■ **WORK TO COMPLETE**
Set down the full listing exactly as given. Any pictures are to be left out.

■ **MATERIAL FOR THE TASK**

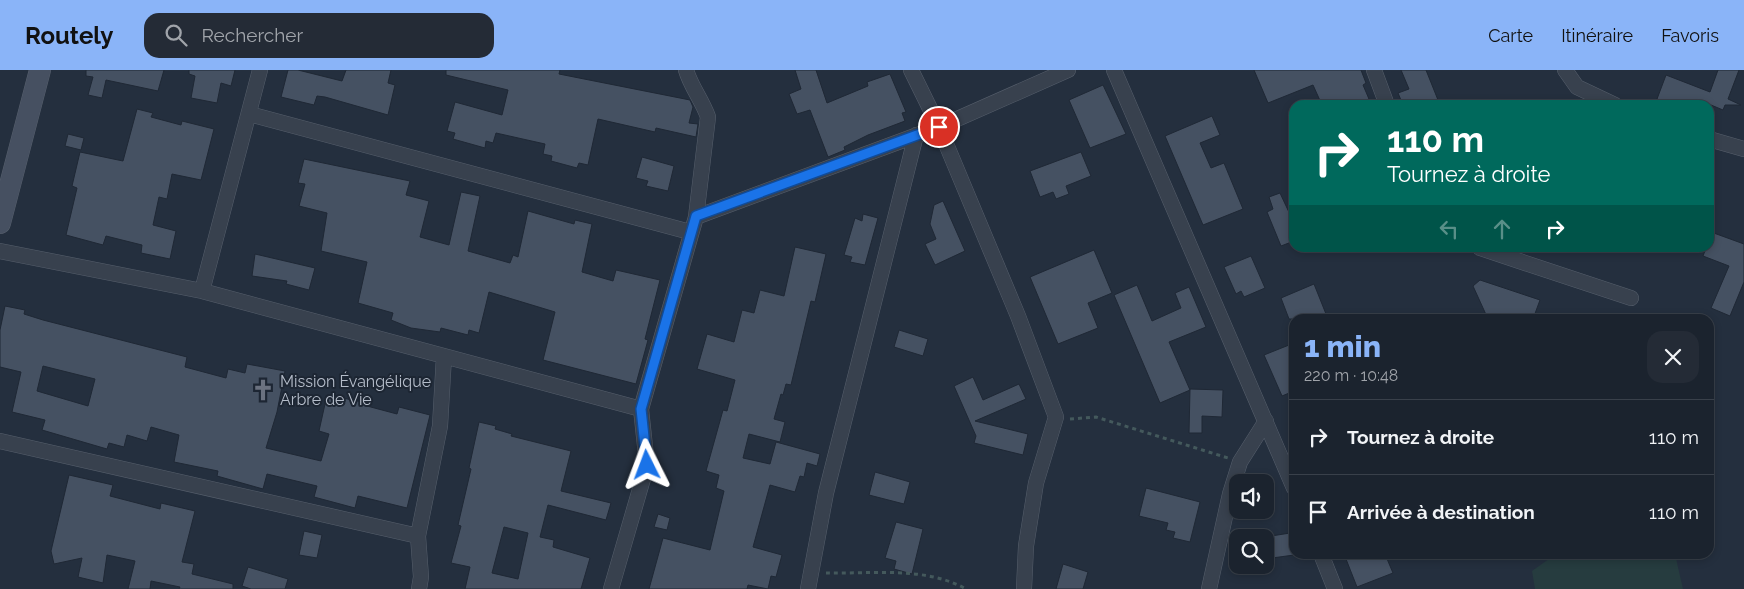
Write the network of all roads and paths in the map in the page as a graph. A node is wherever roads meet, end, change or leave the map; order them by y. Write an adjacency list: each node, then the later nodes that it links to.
1 (40, 70): 17 (street)
2 (260, 70): 11 (street)
3 (686, 70): 16 (street)
4 (911, 70): 12 (street)
5 (1068, 70): 12 (street)
6 (1114, 70): 26 (street)
7 (1374, 70): 9 (street)
8 (1565, 70): 10 (street)
9 (1385, 100)
10 (1604, 100)
11 (249, 114): 18 (street); 21 (street)
12 (939, 127): 13 (street); 25 (street)
13 (916, 135): 16 (street); 32 (street)
14 (1714, 141): 15 (street)
15 (1744, 149)
16 (696, 216): 18 (street)
17 (0, 223)
18 (690, 232): 24 (street)
19 (0, 251): 21 (street)
20 (1492, 252): 22 (street)
21 (202, 291): 23 (street)
22 (1631, 298)
23 (444, 356): 24 (street); 30 (street)
24 (641, 409): 34 (street)
25 (1056, 417): 28 (path); 37 (street)
26 (1266, 421): 28 (street); 29 (street)
27 (0, 441): 30 (street)
28 (1240, 462): 38 (street)
29 (1289, 476)
30 (418, 536): 33 (street)
31 (1323, 559): 39 (street)
32 (811, 573): 35 (street); 36 (path)
33 (419, 589)
34 (611, 589)
35 (808, 589)
36 (966, 589)
37 (1024, 589)
38 (1209, 589)
39 (1335, 589)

■ **ANSWER FOR THE TASK**
Write the network of all roads and paths in the map in the page as a graph. A node is wherever roads meet, end, change or leave the map; order them by y. Write an adjacency list: each node, then the later nodes that it links to.
1 (40, 70): 17 (street)
2 (260, 70): 11 (street)
3 (686, 70): 16 (street)
4 (911, 70): 12 (street)
5 (1068, 70): 12 (street)
6 (1114, 70): 26 (street)
7 (1374, 70): 9 (street)
8 (1565, 70): 10 (street)
9 (1385, 100)
10 (1604, 100)
11 (249, 114): 18 (street); 21 (street)
12 (939, 127): 13 (street); 25 (street)
13 (916, 135): 16 (street); 32 (street)
14 (1714, 141): 15 (street)
15 (1744, 149)
16 (696, 216): 18 (street)
17 (0, 223)
18 (690, 232): 24 (street)
19 (0, 251): 21 (street)
20 (1492, 252): 22 (street)
21 (202, 291): 23 (street)
22 (1631, 298)
23 (444, 356): 24 (street); 30 (street)
24 (641, 409): 34 (street)
25 (1056, 417): 28 (path); 37 (street)
26 (1266, 421): 28 (street); 29 (street)
27 (0, 441): 30 (street)
28 (1240, 462): 38 (street)
29 (1289, 476)
30 (418, 536): 33 (street)
31 (1323, 559): 39 (street)
32 (811, 573): 35 (street); 36 (path)
33 (419, 589)
34 (611, 589)
35 (808, 589)
36 (966, 589)
37 (1024, 589)
38 (1209, 589)
39 (1335, 589)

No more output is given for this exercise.